_Exercise_. The required lines are those that contain "image"; pull them out of the data and copy them.

_Data_.
'''

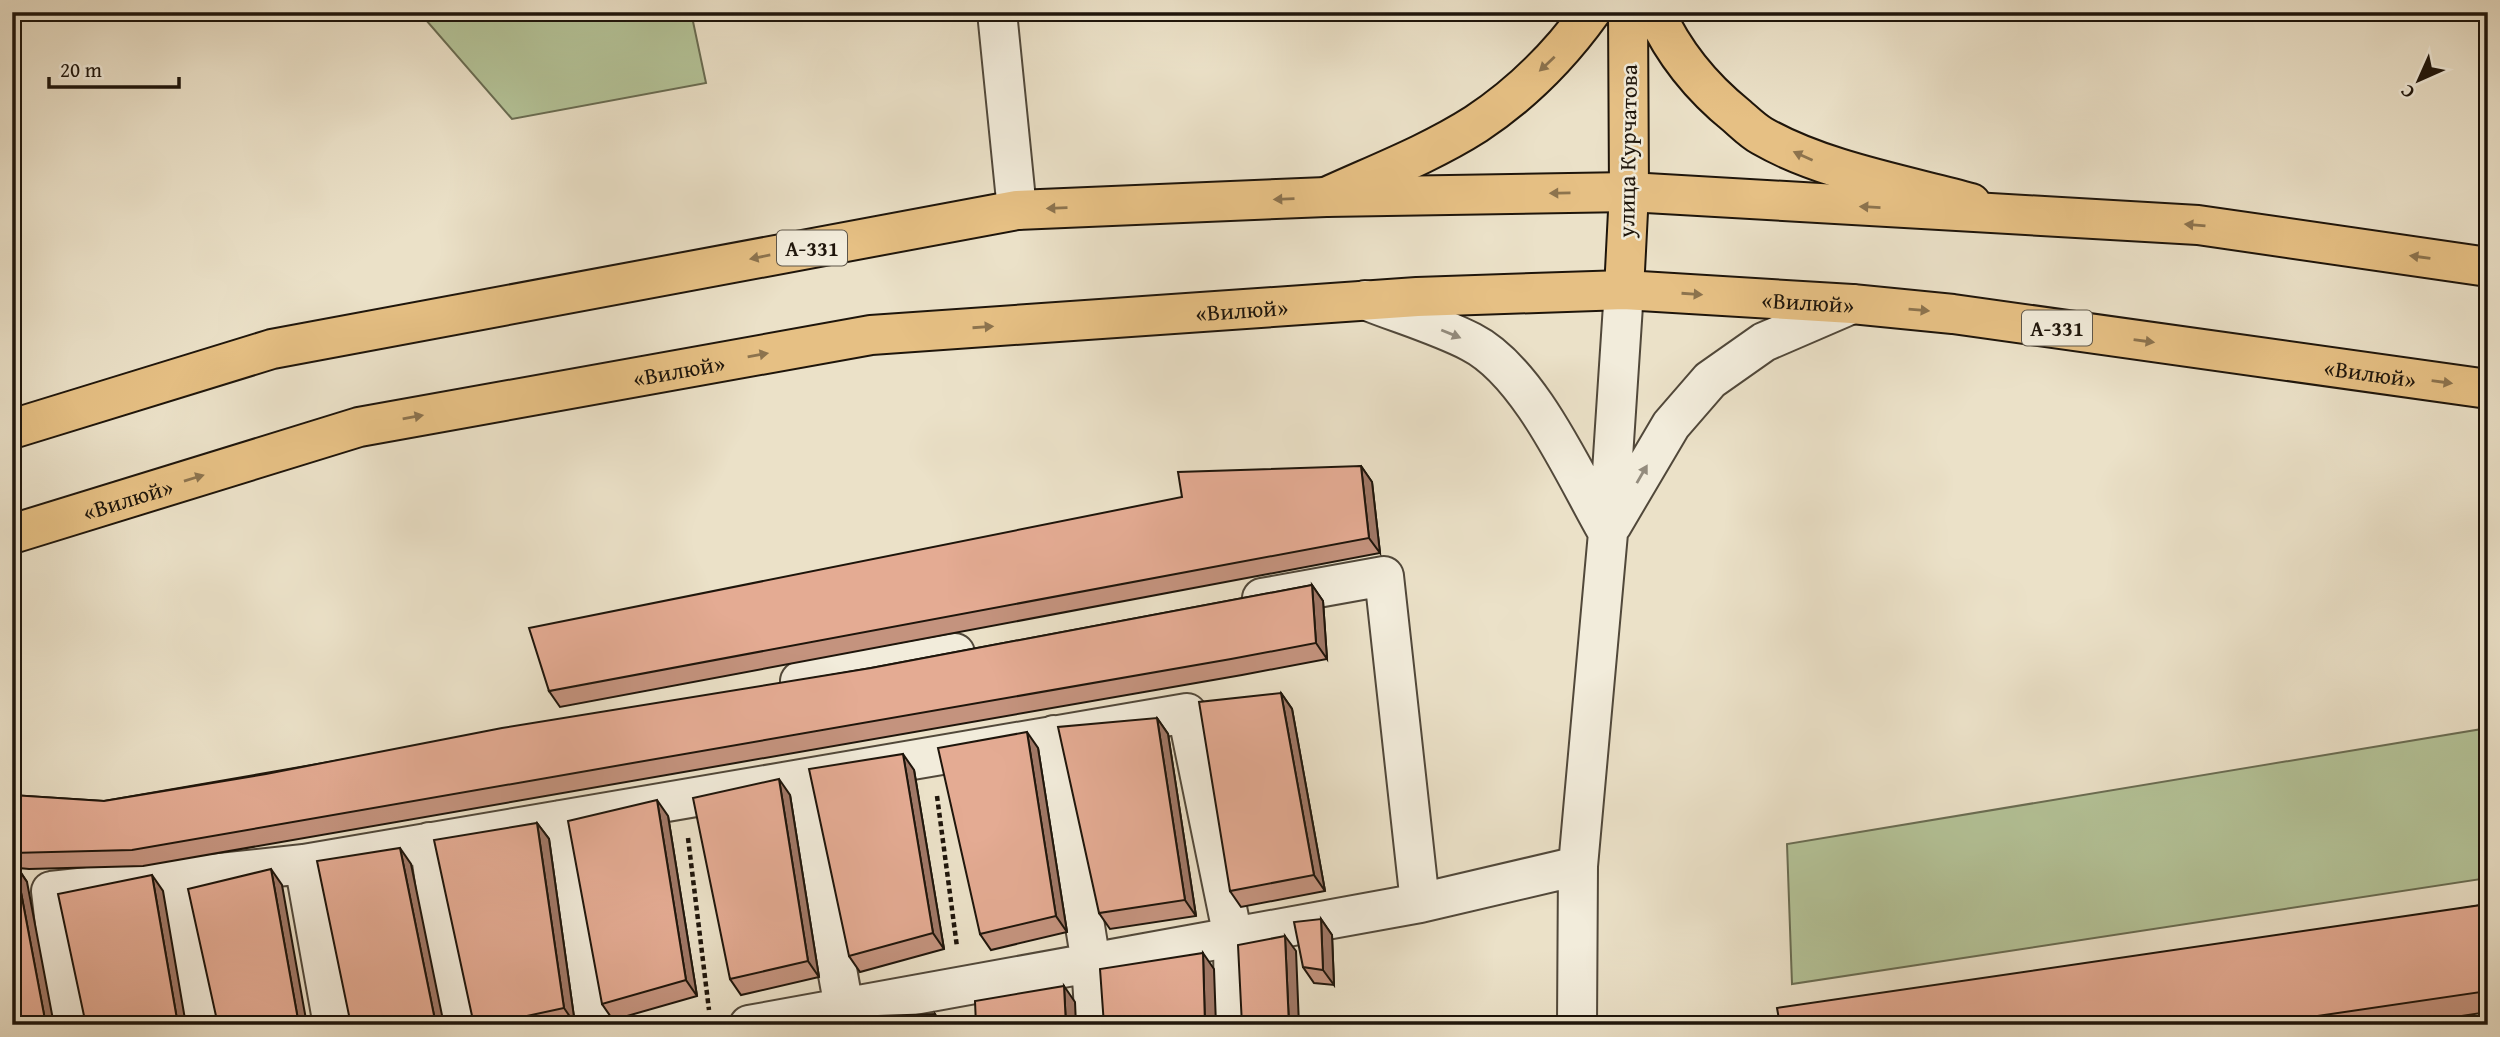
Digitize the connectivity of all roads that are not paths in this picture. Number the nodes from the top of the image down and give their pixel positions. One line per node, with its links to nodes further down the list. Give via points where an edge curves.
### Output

'''
'''

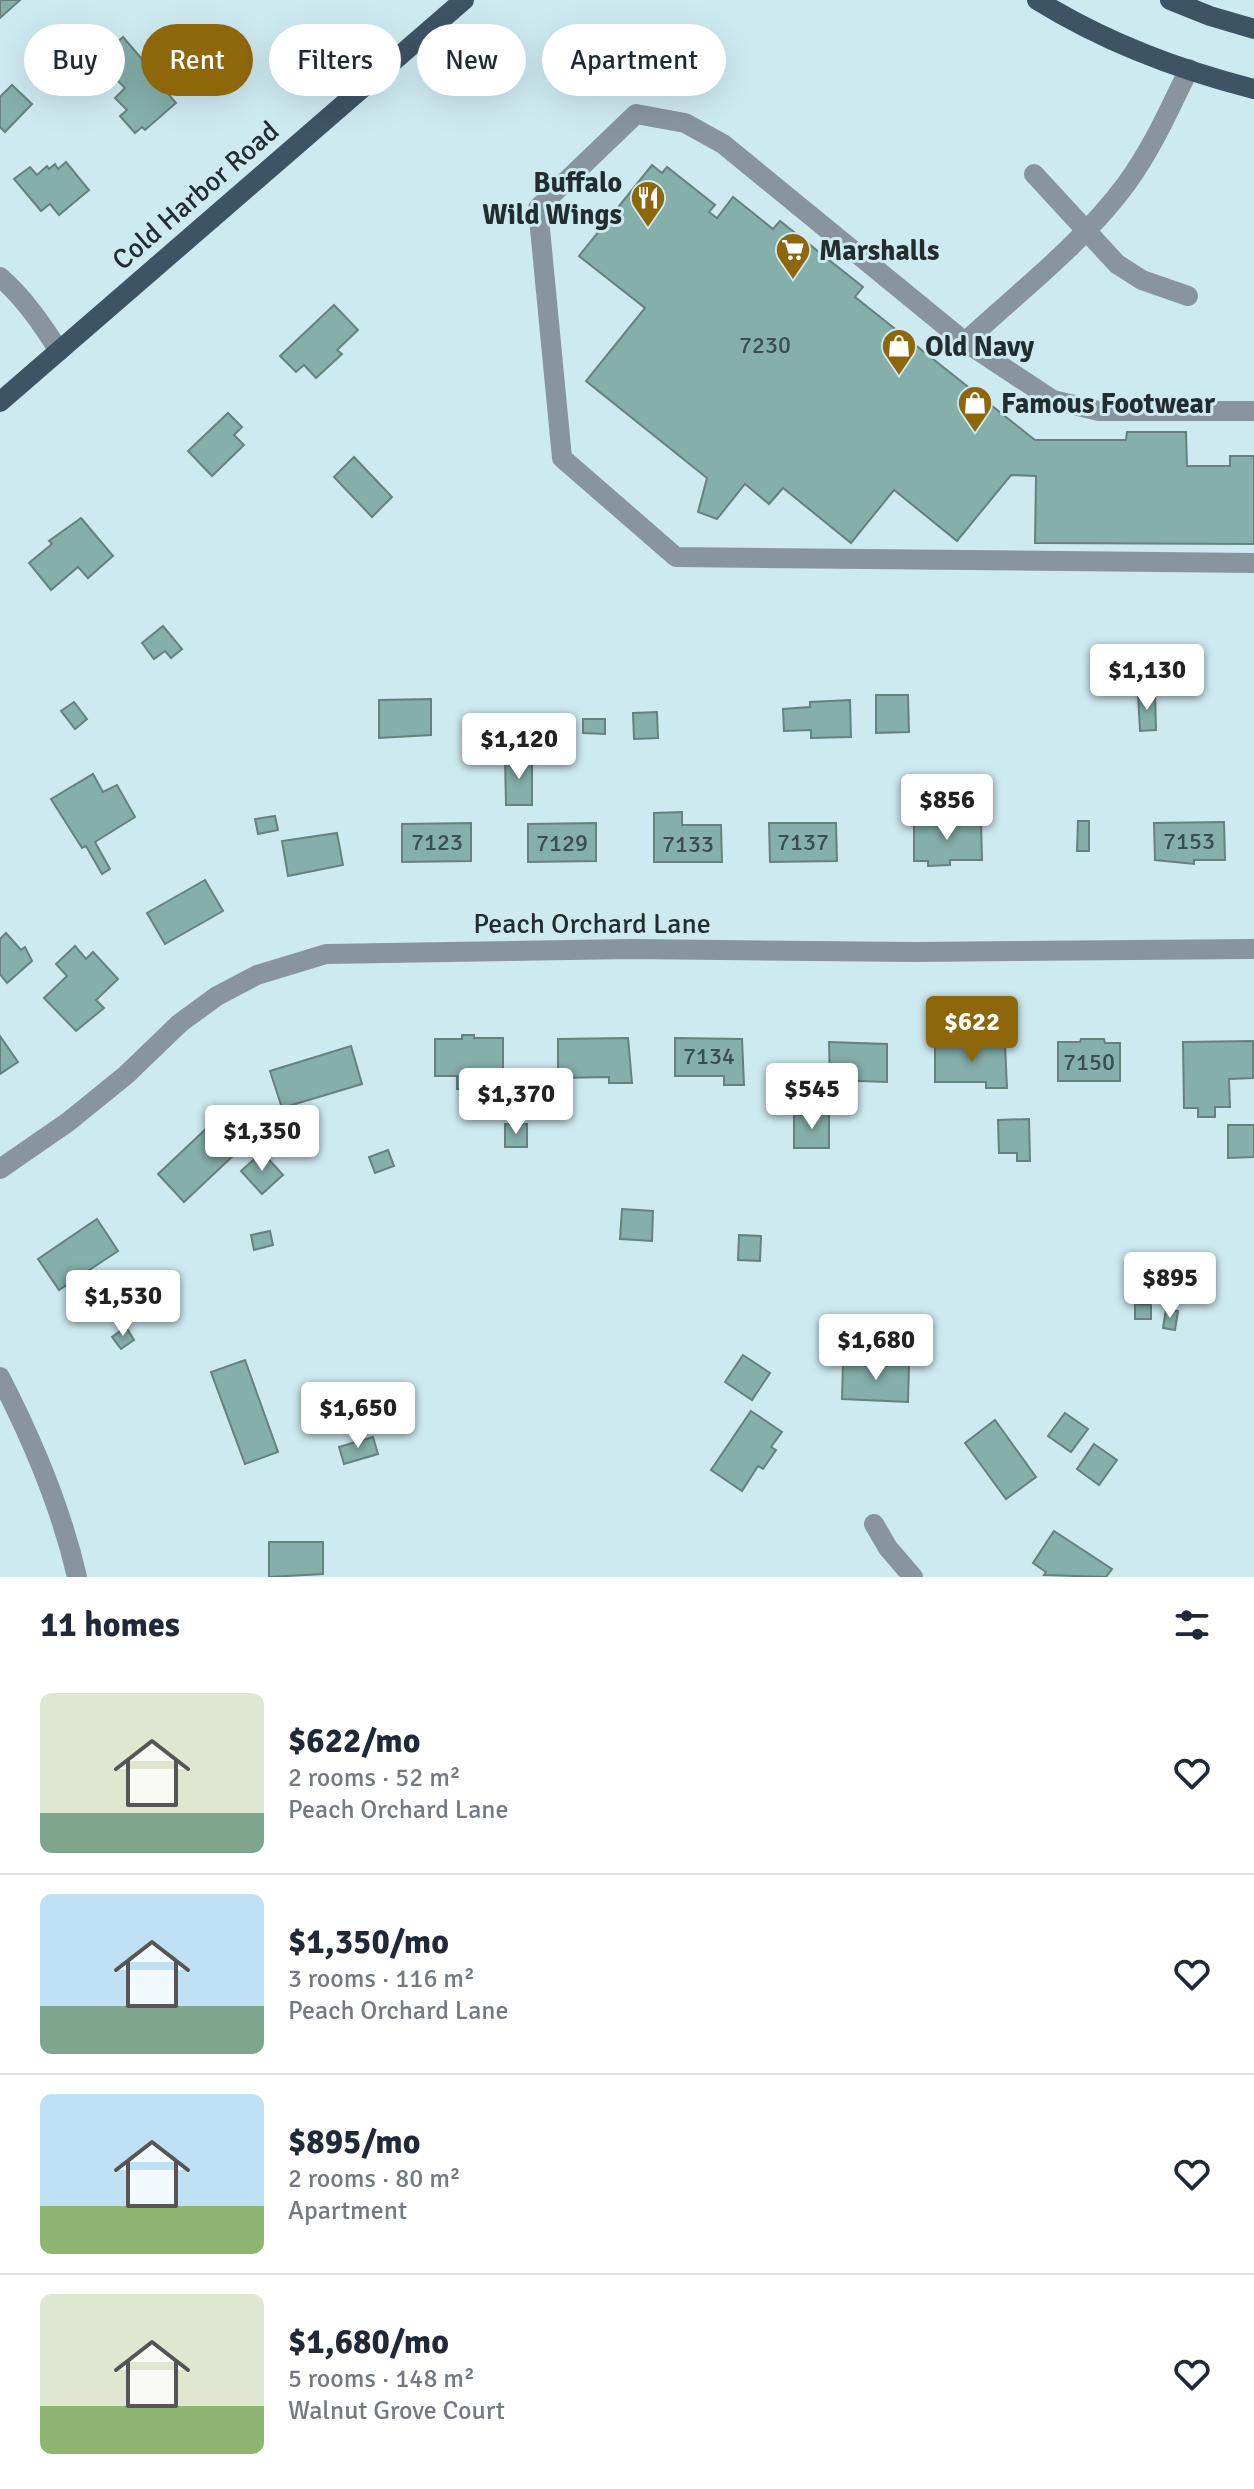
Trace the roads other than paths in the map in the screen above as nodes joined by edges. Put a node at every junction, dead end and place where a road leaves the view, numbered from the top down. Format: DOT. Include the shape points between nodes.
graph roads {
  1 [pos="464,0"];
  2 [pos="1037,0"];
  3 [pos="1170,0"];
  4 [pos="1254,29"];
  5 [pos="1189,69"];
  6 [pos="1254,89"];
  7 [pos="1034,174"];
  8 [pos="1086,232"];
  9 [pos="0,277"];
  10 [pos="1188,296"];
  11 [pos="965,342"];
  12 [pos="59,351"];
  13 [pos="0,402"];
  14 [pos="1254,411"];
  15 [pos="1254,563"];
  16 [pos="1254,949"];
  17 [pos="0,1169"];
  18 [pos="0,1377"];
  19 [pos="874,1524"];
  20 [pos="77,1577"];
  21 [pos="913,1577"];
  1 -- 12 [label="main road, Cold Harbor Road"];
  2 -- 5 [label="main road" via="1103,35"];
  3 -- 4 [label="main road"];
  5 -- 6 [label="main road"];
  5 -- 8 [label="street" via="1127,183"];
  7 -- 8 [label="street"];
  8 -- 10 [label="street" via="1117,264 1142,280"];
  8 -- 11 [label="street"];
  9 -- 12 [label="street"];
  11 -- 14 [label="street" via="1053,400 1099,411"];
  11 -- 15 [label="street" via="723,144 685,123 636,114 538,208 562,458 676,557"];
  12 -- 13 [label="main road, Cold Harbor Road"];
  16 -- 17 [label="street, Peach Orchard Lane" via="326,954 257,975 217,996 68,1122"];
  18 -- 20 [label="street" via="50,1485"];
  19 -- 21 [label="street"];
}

'''
'''

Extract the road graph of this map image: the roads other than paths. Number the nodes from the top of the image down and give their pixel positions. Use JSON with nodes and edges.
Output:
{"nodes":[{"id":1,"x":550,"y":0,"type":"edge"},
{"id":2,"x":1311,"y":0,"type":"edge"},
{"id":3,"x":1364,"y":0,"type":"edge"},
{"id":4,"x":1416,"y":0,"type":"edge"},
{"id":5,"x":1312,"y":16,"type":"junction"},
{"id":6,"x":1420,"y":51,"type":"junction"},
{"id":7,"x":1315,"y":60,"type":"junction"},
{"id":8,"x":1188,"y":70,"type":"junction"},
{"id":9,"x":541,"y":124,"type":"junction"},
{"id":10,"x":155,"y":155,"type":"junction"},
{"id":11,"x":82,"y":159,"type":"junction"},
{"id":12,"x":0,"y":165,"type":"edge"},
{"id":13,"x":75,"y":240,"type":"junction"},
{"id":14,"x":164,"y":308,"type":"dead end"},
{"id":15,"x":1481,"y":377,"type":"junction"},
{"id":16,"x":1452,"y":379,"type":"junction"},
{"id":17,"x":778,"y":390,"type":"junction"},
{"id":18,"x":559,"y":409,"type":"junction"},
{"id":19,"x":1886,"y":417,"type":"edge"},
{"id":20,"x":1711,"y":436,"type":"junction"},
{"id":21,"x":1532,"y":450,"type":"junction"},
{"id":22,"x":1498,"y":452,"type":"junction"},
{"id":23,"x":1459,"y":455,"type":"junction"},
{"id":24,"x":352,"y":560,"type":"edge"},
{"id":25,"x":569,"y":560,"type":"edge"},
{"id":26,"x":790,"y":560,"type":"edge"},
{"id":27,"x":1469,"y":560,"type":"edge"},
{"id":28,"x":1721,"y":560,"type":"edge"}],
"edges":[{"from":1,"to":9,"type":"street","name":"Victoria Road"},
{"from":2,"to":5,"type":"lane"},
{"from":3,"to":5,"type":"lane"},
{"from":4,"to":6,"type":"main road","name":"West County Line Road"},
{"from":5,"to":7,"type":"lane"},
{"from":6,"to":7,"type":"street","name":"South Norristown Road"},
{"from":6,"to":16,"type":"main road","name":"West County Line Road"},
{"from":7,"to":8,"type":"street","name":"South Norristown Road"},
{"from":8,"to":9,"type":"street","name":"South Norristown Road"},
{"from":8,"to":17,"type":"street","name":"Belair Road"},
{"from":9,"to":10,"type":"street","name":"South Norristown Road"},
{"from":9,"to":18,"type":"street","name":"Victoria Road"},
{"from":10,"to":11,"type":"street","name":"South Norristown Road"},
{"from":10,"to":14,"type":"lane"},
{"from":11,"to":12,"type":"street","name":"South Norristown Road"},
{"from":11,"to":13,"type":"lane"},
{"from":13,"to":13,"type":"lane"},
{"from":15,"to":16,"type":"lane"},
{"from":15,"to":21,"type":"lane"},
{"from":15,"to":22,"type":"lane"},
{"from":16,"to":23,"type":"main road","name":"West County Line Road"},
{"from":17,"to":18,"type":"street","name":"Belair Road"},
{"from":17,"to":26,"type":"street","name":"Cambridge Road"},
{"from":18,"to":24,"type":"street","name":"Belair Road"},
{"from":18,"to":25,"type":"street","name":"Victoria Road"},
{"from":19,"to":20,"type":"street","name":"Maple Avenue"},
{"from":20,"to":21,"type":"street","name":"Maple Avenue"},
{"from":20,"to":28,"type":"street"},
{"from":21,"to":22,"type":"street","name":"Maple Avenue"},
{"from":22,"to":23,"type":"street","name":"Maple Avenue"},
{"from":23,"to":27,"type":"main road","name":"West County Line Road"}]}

'''

_Written response_.
Digitize the connectivity of all roads that are not paths in this picture. Number the nodes from the top of the image down and give their pixel positions. One line per node, with its links to nodes further down the list. Give via points where an edge curves.
Extract the road graph of this map image: the roads other than paths. Number the nodes from the top of the image down and give their pixel positions. Use JSON with nodes and edges.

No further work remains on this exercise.